* [Extracted records]
-=-=-
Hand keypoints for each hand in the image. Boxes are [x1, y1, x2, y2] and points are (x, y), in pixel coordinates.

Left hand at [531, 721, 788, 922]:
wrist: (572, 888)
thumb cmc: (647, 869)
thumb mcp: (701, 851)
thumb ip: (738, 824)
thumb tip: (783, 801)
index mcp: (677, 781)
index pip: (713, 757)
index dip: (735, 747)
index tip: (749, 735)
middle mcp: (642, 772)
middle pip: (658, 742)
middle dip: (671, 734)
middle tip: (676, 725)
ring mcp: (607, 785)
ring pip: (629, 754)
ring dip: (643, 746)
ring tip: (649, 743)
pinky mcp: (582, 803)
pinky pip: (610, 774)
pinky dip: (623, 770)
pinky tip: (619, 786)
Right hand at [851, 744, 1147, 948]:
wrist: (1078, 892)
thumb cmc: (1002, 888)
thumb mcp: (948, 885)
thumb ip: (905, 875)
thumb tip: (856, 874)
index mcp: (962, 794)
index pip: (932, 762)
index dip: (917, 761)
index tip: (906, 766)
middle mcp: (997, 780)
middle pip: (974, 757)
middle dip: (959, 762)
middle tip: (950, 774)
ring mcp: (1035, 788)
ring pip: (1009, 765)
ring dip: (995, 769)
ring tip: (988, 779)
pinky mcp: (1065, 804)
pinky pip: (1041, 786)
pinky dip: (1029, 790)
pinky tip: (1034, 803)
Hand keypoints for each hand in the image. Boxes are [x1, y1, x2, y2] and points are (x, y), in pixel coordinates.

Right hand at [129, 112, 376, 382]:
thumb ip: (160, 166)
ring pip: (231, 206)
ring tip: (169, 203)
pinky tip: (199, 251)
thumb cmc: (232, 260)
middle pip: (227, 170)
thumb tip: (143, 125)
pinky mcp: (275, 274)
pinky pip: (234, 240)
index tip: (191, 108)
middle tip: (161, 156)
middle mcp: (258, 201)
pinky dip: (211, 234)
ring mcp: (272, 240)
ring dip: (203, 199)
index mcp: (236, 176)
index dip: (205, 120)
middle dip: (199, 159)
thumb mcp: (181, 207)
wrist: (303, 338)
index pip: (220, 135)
-=-=-
* [Problem to solve]
Your task is to restate, word for word, the lines from the beginning of the records to the line with "index tip: (749, 735)", inclusive.

* [Output of the task]
Hand keypoints for each hand in the image. Boxes are [x1, y1, x2, y2] and points are (x, y), in pixel coordinates.

Left hand at [531, 721, 788, 922]:
wrist: (572, 888)
thumb cmc: (647, 869)
thumb mcp: (701, 851)
thumb ip: (738, 824)
thumb tip: (783, 801)
index mcp: (677, 781)
index pip: (713, 757)
index dip: (735, 747)
index tip: (749, 735)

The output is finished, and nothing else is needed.